Stored data entries:
+ + + + + + +

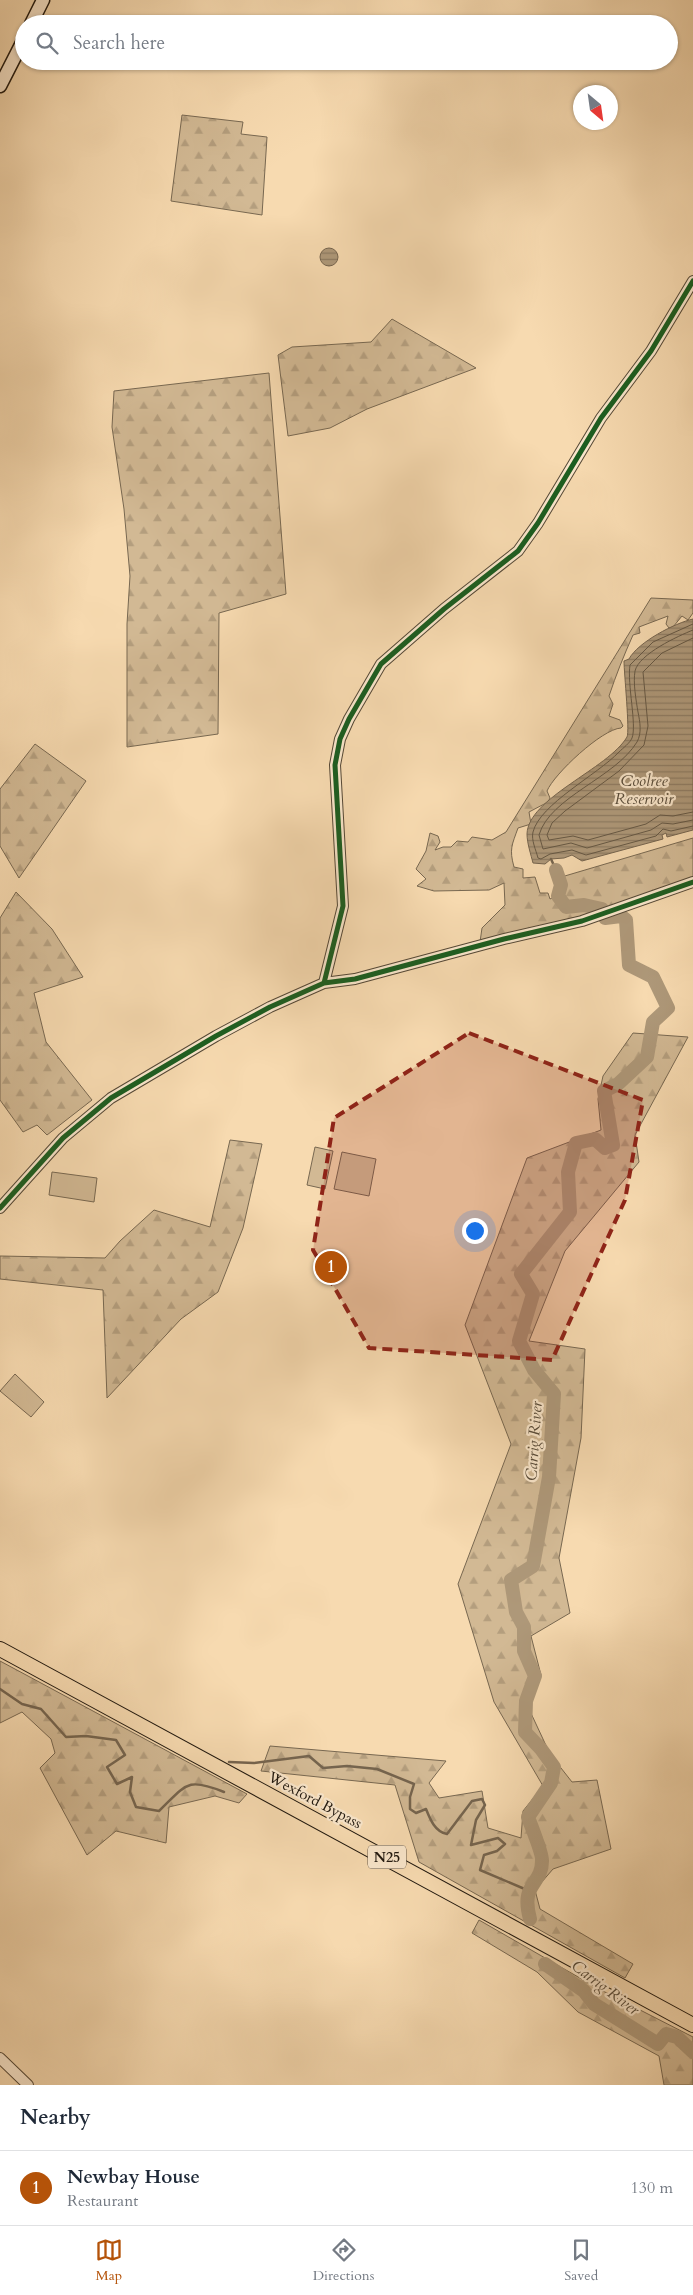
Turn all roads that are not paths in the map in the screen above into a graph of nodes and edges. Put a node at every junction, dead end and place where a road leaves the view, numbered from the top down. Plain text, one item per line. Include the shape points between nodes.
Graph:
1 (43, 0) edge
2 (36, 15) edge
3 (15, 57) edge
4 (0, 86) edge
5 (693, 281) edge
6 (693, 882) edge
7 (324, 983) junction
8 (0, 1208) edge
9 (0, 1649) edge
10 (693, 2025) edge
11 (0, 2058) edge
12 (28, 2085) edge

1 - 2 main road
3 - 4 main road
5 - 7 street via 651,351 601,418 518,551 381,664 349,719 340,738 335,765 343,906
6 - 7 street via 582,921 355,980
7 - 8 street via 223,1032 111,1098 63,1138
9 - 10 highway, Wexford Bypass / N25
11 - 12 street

+ + + + + + +

- _About this exercise_
Before printing anything, remove the pictures; then print all the records exactly.

- _Response area_
Turn all roads that are not paths in the map in the screen above into a graph of nodes and edges. Put a node at every junction, dead end and place where a road leaves the view, numbered from the top down. Plain text, one item per line. Include the shape points between nodes.
Graph:
1 (43, 0) edge
2 (36, 15) edge
3 (15, 57) edge
4 (0, 86) edge
5 (693, 281) edge
6 (693, 882) edge
7 (324, 983) junction
8 (0, 1208) edge
9 (0, 1649) edge
10 (693, 2025) edge
11 (0, 2058) edge
12 (28, 2085) edge

1 - 2 main road
3 - 4 main road
5 - 7 street via 651,351 601,418 518,551 381,664 349,719 340,738 335,765 343,906
6 - 7 street via 582,921 355,980
7 - 8 street via 223,1032 111,1098 63,1138
9 - 10 highway, Wexford Bypass / N25
11 - 12 street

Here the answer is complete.